◆ **Exercise prompt**: Print the records exactly as written, and let no picture into the answer.

◆ **Data for processing**:
§ §

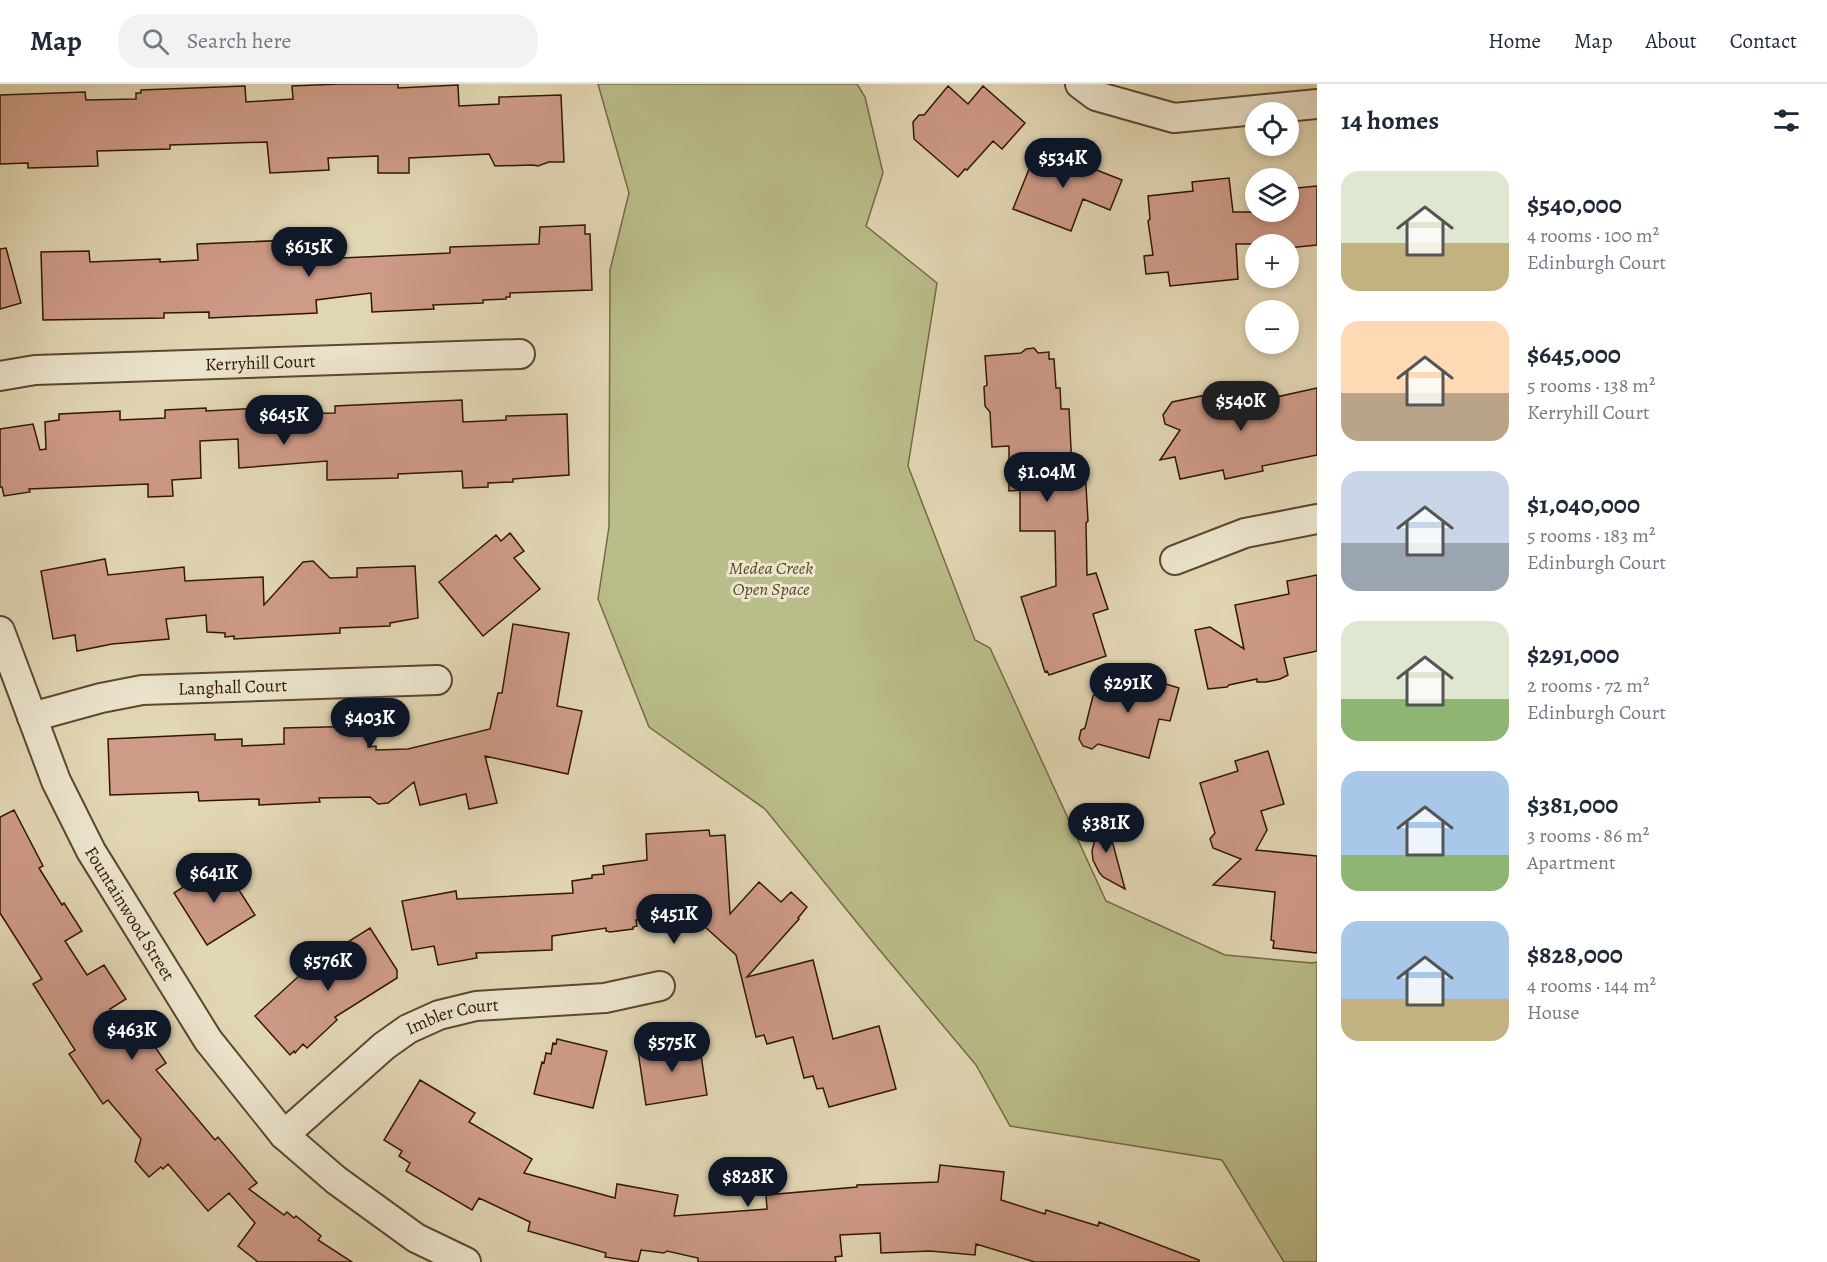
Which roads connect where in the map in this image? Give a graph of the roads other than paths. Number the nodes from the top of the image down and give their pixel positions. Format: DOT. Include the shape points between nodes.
graph roads {
  1 [pos="1080,84"];
  2 [pos="1317,104"];
  3 [pos="520,354"];
  4 [pos="0,376"];
  5 [pos="1317,519"];
  6 [pos="1175,560"];
  7 [pos="0,631"];
  8 [pos="438,680"];
  9 [pos="32,717"];
  10 [pos="660,986"];
  11 [pos="284,1135"];
  12 [pos="466,1262"];
  1 -- 2 [label="street" via="1096,96 1174,118"];
  3 -- 4 [label="street, Kerryhill Court" via="35,370"];
  5 -- 6 [label="street" via="1245,533"];
  7 -- 9 [label="street, Fountainwood Street"];
  8 -- 9 [label="street, Langhall Court" via="142,690"];
  9 -- 11 [label="street, Fountainwood Street" via="56,781 91,851 137,928 208,1040"];
  10 -- 11 [label="street, Imbler Court" via="605,998 476,1006 439,1015 408,1029 384,1046"];
  11 -- 12 [label="street, Fountainwood Street" via="336,1180 416,1238"];
}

§ §

◆ **Exercise result**:
Which roads connect where in the map in this image? Give a graph of the roads other than paths. Number the nodes from the top of the image down and give their pixel positions. Format: DOT. Include the shape points between nodes.
graph roads {
  1 [pos="1080,84"];
  2 [pos="1317,104"];
  3 [pos="520,354"];
  4 [pos="0,376"];
  5 [pos="1317,519"];
  6 [pos="1175,560"];
  7 [pos="0,631"];
  8 [pos="438,680"];
  9 [pos="32,717"];
  10 [pos="660,986"];
  11 [pos="284,1135"];
  12 [pos="466,1262"];
  1 -- 2 [label="street" via="1096,96 1174,118"];
  3 -- 4 [label="street, Kerryhill Court" via="35,370"];
  5 -- 6 [label="street" via="1245,533"];
  7 -- 9 [label="street, Fountainwood Street"];
  8 -- 9 [label="street, Langhall Court" via="142,690"];
  9 -- 11 [label="street, Fountainwood Street" via="56,781 91,851 137,928 208,1040"];
  10 -- 11 [label="street, Imbler Court" via="605,998 476,1006 439,1015 408,1029 384,1046"];
  11 -- 12 [label="street, Fountainwood Street" via="336,1180 416,1238"];
}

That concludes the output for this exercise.